For example, at a purchase price of $80.00 per right, each right (not owned by an acquiring person or group) would entitle its holder to purchase $160.00 worth of common stock for $80.00. Assuming that our common stock had a per share value of $20.00 at such time, the holder of each valid right would be entitled to purchase eight shares of common stock for $80.00.
Each holder of a right may have the right to receive, upon payment of the purchase price, common stock, having a value equal to two time the exercise price of the right, of a corporation acquiring us, provided that a person or group of persons has acquired 20% or more of our common stock and either:
• | we are acquired in a merger or other business combination in which we are not the surviving corporation or in which we are the surviving corporation but our common stock is changed or exchanged (other than a merger which follows an offer for all outstanding shares of common stock which a majority of our unaffiliated directors, who are not officers of the company, determine to be fair and in the best interest of our shareholders); or |
• | 50% or more of our assets, earning power or cash flow is sold or transferred. |
The purchase price payable and the number of units of one one-hundredths of a share of Preferred Stock or other securities or property issuable upon exercise of the Rights are subject to customary adjustments from time to time to prevent dilution.

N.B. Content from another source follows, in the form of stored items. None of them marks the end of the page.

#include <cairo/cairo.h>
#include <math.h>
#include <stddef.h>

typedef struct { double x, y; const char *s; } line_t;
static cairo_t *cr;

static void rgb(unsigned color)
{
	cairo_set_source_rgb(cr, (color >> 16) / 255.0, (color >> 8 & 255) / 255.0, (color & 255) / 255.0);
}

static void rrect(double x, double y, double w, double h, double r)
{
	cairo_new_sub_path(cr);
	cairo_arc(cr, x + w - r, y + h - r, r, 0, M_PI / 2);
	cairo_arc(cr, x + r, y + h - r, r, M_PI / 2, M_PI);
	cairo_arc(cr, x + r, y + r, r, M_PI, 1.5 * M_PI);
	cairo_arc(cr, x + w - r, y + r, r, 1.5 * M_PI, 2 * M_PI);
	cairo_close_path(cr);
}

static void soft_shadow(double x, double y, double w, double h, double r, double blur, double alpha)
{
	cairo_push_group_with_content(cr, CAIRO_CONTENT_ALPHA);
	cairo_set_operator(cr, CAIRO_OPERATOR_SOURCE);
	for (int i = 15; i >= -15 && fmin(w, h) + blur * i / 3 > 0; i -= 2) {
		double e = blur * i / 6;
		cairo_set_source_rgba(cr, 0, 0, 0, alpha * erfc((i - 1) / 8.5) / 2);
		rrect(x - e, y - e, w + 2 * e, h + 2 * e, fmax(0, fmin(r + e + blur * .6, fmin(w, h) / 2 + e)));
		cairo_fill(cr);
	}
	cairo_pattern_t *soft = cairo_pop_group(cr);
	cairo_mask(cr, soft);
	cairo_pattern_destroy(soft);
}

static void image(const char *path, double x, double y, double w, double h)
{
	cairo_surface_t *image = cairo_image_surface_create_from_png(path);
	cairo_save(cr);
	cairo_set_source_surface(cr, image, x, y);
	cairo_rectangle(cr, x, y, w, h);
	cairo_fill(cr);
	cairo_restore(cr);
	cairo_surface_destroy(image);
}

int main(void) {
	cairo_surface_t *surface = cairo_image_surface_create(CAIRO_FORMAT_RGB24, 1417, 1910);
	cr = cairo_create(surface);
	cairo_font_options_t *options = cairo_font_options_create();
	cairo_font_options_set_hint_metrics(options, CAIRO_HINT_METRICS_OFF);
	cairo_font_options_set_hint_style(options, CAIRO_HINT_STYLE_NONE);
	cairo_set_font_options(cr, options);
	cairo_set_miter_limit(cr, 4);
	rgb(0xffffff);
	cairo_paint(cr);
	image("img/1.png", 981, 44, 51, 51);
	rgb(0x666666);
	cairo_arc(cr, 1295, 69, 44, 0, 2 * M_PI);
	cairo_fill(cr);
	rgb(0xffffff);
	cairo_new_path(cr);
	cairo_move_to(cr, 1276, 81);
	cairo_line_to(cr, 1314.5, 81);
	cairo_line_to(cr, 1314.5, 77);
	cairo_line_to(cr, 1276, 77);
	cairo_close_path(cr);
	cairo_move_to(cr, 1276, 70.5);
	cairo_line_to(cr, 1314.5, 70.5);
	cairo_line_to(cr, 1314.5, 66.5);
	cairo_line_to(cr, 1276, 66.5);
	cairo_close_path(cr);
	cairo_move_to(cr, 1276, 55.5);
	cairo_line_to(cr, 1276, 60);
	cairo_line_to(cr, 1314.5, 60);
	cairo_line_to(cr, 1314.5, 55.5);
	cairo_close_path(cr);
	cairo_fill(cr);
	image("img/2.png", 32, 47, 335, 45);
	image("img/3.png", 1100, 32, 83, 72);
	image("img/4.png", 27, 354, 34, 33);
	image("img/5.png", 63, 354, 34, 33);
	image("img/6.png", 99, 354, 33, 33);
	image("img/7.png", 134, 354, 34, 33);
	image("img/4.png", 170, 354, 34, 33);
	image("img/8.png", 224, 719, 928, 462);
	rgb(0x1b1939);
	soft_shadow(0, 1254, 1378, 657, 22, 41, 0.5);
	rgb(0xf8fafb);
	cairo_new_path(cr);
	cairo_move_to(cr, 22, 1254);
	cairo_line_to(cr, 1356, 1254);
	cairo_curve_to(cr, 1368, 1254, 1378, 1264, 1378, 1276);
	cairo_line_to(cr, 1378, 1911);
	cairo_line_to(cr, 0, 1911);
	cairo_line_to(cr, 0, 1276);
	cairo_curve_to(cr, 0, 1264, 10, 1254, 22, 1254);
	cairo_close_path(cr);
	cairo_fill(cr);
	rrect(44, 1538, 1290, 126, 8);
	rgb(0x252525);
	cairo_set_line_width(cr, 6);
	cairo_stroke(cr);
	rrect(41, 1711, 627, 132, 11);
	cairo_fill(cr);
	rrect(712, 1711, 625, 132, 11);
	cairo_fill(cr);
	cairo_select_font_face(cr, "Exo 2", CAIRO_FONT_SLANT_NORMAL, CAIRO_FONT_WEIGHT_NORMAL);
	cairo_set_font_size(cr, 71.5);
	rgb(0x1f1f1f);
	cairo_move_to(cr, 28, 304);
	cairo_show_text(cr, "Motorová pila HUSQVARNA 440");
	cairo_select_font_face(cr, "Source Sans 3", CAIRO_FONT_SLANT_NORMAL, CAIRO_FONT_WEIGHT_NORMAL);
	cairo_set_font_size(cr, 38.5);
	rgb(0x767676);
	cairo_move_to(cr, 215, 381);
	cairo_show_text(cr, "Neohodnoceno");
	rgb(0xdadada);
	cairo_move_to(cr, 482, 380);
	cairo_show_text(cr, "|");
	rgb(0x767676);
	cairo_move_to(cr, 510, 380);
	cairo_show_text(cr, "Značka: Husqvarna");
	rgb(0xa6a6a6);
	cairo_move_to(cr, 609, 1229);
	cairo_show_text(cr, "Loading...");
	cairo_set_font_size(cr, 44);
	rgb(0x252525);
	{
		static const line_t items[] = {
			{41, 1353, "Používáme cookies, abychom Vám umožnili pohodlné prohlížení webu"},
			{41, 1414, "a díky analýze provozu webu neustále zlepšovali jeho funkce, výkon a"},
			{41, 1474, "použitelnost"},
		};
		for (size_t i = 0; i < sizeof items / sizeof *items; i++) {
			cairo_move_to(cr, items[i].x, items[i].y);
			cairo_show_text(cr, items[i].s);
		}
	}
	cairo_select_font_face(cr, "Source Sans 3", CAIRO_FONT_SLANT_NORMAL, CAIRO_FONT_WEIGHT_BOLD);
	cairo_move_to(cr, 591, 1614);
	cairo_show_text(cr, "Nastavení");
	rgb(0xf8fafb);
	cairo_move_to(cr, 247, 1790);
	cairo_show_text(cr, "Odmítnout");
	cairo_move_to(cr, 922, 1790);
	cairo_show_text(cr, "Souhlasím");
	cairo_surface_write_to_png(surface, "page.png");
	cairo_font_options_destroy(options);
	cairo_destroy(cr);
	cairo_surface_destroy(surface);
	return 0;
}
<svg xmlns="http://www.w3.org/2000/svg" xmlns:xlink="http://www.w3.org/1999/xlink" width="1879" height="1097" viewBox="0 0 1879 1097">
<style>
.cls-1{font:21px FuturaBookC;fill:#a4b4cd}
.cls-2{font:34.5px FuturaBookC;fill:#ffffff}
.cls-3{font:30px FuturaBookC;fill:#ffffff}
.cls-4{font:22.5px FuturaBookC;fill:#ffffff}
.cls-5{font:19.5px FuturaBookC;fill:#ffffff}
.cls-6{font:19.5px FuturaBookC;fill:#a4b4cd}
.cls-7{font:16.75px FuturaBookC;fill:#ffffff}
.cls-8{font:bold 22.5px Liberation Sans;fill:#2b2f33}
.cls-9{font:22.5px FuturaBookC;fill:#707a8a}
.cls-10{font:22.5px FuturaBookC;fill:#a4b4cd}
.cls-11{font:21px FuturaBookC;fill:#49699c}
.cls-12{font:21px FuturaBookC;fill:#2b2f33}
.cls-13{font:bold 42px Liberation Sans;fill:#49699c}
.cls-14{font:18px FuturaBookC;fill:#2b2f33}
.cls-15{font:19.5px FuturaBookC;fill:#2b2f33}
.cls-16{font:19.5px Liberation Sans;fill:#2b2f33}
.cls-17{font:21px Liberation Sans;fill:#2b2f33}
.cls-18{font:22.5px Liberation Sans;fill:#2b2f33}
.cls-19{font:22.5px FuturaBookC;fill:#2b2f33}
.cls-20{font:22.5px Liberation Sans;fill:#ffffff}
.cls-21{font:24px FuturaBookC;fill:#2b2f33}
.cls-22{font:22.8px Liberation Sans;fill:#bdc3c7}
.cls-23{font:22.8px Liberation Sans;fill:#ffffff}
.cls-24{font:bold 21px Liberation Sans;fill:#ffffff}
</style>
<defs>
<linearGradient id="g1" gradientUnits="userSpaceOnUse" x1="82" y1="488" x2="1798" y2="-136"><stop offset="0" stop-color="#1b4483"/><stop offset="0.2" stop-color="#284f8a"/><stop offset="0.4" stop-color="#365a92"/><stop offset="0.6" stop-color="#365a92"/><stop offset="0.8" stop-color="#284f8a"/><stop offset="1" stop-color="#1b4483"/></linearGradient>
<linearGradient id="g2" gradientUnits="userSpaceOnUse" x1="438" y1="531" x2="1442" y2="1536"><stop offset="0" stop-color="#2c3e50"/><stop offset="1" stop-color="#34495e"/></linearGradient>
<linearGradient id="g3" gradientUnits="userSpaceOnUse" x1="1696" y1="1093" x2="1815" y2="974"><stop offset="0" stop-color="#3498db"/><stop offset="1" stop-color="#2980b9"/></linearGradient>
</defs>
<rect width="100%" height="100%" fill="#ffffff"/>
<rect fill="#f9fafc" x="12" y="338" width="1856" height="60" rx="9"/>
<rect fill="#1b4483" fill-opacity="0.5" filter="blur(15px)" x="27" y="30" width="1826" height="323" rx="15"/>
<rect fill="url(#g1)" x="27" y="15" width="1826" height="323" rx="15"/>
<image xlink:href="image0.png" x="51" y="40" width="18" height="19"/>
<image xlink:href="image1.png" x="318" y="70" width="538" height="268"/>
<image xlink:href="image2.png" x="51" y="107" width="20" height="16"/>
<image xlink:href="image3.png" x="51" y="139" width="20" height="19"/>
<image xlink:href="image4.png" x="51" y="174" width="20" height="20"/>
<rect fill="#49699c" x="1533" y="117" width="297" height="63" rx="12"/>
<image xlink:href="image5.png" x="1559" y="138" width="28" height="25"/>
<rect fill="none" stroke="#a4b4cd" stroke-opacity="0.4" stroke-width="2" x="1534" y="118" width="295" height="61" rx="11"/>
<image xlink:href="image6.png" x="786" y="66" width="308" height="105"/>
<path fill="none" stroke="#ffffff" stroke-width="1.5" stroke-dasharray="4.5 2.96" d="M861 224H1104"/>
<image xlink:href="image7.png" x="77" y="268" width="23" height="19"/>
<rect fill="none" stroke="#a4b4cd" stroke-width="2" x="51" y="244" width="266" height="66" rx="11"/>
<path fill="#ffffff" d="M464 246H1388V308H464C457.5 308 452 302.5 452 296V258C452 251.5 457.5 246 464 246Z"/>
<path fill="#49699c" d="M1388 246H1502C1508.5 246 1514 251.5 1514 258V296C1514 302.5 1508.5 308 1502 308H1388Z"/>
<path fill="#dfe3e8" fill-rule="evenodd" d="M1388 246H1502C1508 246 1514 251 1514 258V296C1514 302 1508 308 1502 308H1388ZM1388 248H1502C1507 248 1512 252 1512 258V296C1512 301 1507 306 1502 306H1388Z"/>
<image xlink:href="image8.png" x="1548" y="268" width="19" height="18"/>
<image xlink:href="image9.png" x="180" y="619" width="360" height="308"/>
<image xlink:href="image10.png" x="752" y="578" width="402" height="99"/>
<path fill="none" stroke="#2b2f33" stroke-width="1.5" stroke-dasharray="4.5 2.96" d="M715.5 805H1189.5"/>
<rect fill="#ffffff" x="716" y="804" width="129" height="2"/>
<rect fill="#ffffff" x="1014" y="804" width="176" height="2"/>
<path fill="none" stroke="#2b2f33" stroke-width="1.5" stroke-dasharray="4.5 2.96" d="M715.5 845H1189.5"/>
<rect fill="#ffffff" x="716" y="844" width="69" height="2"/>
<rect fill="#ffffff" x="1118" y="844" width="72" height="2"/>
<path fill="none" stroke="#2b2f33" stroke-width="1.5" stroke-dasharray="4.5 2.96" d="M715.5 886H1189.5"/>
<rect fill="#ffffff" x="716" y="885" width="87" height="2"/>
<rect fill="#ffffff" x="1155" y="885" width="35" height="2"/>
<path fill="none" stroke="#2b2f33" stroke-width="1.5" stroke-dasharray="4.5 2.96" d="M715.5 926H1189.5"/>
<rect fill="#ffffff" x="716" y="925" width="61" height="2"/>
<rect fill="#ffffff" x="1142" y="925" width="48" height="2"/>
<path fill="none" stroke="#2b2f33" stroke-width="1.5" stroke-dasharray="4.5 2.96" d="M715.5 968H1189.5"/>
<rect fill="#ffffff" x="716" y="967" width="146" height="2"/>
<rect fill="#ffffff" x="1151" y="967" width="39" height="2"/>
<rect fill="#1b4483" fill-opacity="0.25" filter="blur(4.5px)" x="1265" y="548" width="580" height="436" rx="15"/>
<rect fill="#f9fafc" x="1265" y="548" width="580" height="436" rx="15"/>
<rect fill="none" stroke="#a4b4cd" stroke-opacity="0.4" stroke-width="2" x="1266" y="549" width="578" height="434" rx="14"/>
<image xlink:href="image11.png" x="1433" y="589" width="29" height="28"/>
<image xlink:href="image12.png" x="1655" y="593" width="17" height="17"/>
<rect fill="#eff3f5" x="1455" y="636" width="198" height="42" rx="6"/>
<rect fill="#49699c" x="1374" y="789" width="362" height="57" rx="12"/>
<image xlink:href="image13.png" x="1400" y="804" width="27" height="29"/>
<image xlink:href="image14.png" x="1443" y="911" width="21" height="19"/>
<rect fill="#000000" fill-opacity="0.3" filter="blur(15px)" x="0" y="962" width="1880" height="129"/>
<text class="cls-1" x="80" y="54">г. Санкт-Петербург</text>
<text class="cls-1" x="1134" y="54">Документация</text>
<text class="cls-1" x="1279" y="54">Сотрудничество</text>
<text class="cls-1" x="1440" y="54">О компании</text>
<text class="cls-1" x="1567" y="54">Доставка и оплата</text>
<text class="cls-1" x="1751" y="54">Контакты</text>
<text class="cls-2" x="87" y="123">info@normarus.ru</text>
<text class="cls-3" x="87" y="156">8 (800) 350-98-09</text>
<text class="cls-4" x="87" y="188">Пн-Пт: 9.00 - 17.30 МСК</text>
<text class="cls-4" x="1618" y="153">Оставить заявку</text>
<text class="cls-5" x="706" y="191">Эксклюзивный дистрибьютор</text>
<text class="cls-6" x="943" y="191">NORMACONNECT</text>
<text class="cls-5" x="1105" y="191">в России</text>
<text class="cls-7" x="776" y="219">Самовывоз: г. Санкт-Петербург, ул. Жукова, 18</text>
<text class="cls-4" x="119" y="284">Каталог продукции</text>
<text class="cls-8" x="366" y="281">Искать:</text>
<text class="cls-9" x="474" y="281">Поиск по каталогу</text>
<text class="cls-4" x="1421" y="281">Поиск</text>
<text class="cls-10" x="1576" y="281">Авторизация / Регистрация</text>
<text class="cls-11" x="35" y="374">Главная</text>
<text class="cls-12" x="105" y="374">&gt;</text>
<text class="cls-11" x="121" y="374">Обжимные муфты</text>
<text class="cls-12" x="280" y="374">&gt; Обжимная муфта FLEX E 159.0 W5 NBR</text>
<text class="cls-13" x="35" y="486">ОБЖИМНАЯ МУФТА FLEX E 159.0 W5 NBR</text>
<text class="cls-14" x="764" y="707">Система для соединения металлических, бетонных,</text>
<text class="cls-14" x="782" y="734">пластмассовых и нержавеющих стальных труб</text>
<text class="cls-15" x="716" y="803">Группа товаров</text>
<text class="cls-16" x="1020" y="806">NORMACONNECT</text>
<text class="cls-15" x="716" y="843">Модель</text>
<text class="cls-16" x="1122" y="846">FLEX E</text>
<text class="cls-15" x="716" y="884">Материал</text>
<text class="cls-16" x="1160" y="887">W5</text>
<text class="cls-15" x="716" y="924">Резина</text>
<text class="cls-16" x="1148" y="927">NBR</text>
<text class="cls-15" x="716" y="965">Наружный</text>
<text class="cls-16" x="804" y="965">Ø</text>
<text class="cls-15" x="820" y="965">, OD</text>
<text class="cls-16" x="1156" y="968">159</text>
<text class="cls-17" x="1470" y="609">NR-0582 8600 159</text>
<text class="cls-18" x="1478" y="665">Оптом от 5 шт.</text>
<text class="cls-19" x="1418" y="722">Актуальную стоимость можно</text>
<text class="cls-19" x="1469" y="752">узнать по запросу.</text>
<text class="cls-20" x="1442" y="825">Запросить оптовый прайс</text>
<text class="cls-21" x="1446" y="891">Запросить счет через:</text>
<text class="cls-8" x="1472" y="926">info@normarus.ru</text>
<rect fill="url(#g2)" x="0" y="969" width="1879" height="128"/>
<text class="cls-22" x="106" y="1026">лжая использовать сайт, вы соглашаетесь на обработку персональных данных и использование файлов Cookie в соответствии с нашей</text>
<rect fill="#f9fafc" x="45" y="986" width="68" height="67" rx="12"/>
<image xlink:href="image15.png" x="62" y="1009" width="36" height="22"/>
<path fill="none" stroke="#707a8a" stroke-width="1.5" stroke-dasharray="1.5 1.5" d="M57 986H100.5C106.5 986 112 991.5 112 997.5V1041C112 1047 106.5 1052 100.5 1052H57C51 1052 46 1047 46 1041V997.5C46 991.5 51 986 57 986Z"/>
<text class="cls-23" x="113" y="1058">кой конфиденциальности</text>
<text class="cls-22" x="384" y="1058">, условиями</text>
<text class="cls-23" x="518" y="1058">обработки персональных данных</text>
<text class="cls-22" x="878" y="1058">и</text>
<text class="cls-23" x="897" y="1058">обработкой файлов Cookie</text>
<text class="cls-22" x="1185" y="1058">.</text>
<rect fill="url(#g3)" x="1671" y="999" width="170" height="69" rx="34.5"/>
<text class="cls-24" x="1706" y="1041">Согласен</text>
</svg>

We may redeem the rights in whole, but not in part, at any time prior to the earlier of ten days following the date on which a person or group acquires 20% or more of our common stock or November 10, 2007. The rights may be redeemed at a price of $.01 per right, payable in cash, our common stock or any other consideration deemed appropriate by our Board of Directors. The rights terminate immediately upon the action of the Board of Directors ordering redemption of the rights.
In the event that the shares of Series A junior participating preferred stock are issued upon the exercise of the rights, holders will be entitled to a minimum preferential quarterly dividend equal to the greater of (i) 10% of the current purchase per unit of one one-hundredth of a share of such stock or (ii) the dividends payable in cash declared on the common shares in an amount per whole share (rounded to the nearest cent) equal to the “formula number” multiplied by the amount of the cash dividends then to be paid on each outstanding common share. The “formula number” is equal to 100, but is subject to adjustment if we make a dividend to our common stock holders payable in shares of our common stock, subdivide or combine our outstanding shares of common stock, or issue shares of our capital stock in a reclassification or change of the outstanding common stock. The Series A junior participating preferred stock are cumulative, but do not bear interest, and are not subject to our redemption. Upon our liquidation or winding up, the holders of the Series A junior participating preferred stock will be entitled to all accrued and unpaid dividends plus a minimum preferential liquidation payment equal to the greater of (i) 50% of the purchase price per unit of one one-hundredth
57
of a share of Series A junior participating preferred stock or (ii) an aggregate amount equal to the “formula number” then in effect multiplied by the aggregate amount to be distributed per share to the holders of the common stock. In the event of any merger, consolidation, combination or any other transaction in which the common shares are exchanged or changed into other stock or securities, cash or any other property, the outstanding shares of Series A junior participating preferred stock will be similarly exchanged or changed in an amount per share equal to the “formula number” then in effect multiplied by the aggregate amount of stock, securities, cash or other property into which or for which each of the shares of common stock is exchanged or changed. On all matters on which our shareholders are entitled to vote, each share of Series A junior participating preferred stock is entitled to a number of votes equal to the “formula number” then in effect and vote together as one class with all other series or classes of voting stock, unless otherwise required by law.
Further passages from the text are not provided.